On March 17, 1973, Veder photographed U.S. Air Force Lt. Col. Robert L. Stirm reuniting with his family after Stirm’s release as a POW from North Vietnam; Stirm's daughter Lorrie Stirm is pictured running toward him with her arms outstretched, which became the central visual motif of the image later titled Burst of Joy. World Press Photo's contest archive records the photograph's date, AP affiliation, and the POW return context (including Operation Homecoming timelines). Robert Stirm had, despite the happiness depicted in the photograph, gone through a breakdown in his marriage.

Veder processed images on base using an improvised darkroom setup. Burst of Joy is a gelatin silver print.
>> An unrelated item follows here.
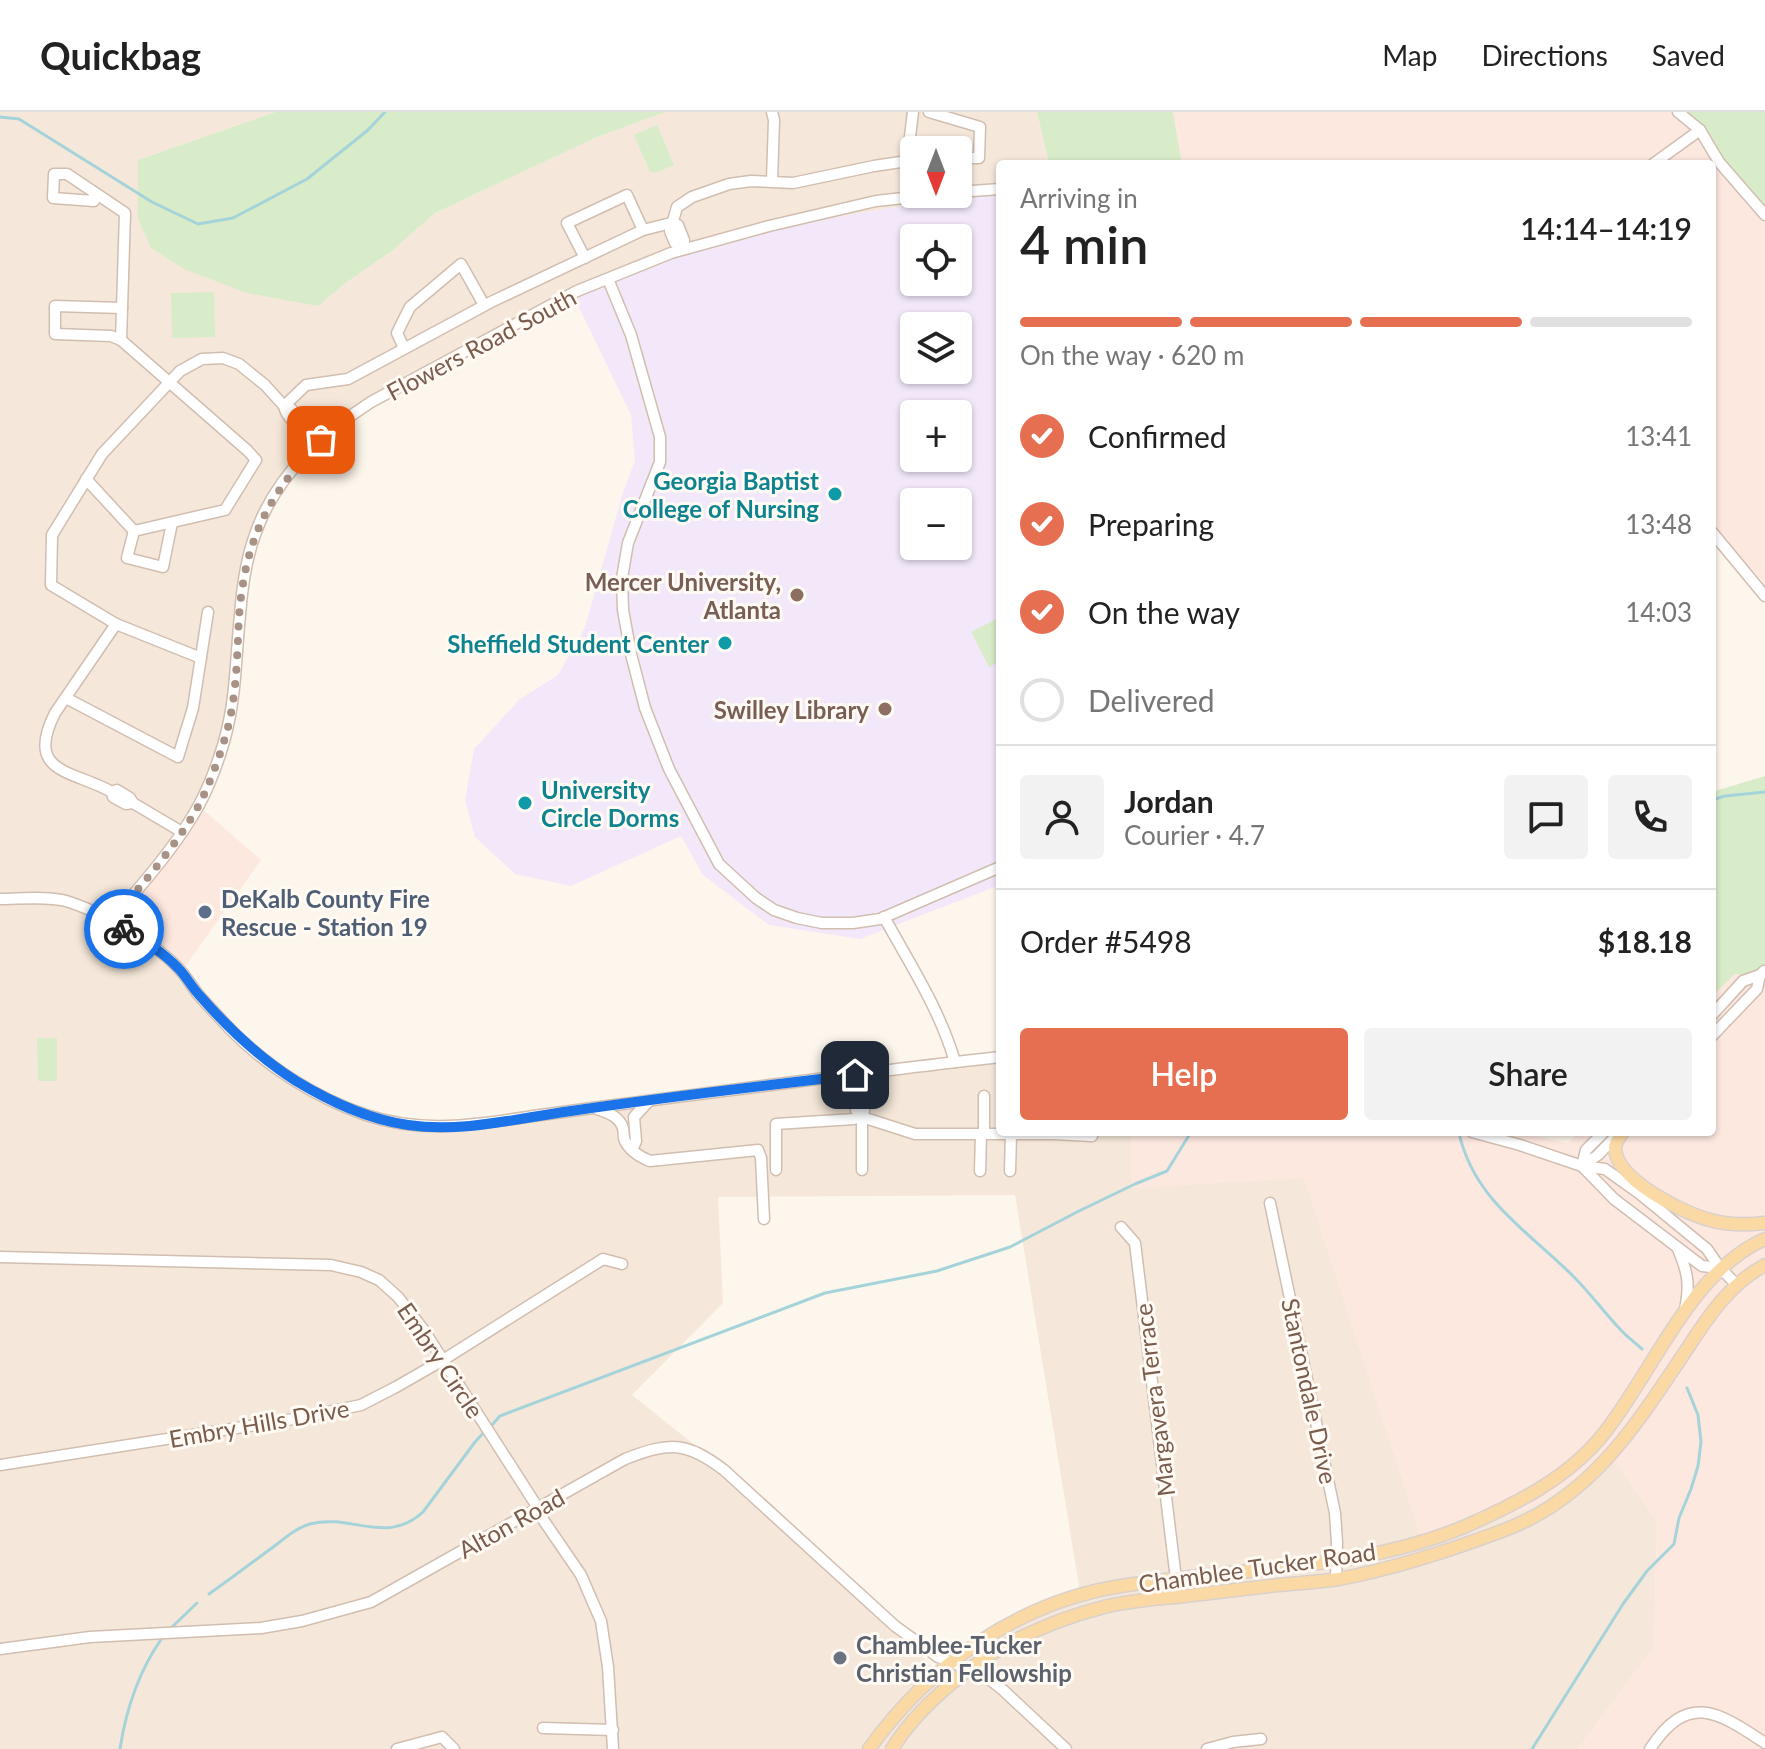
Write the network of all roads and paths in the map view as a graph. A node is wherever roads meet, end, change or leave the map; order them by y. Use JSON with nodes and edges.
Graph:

== Later life, death and legacy ==
A 1998 report on Bay Area winners in the World Press Photo annual show described Veder as a retired Associated Press photographer living in the Sierra foothills near Placerville, California, and reported his expressing uncertainty about why his image prevailed among those taken by many other photographers present at the scene at Travis Air Force Base in 1973. An NCSU Libraries exhibit text states that Veder, after retiring, volunteered with the California Department of Forestry and Fire Protection. Veder died at his home in El Dorado Hills, California, on August 22, 2026, at the age of 99, eight days short of his 100th birthday.

== Awards and recognition ==
Veder received the 1974 Pulitzer Prize for Feature Photography for his POW homecoming image (commonly known as Burst of Joy). The photograph is also listed in the World Press Photo contest archive as a 1st prize winner in the Humor category of the 1974 Photo Contest.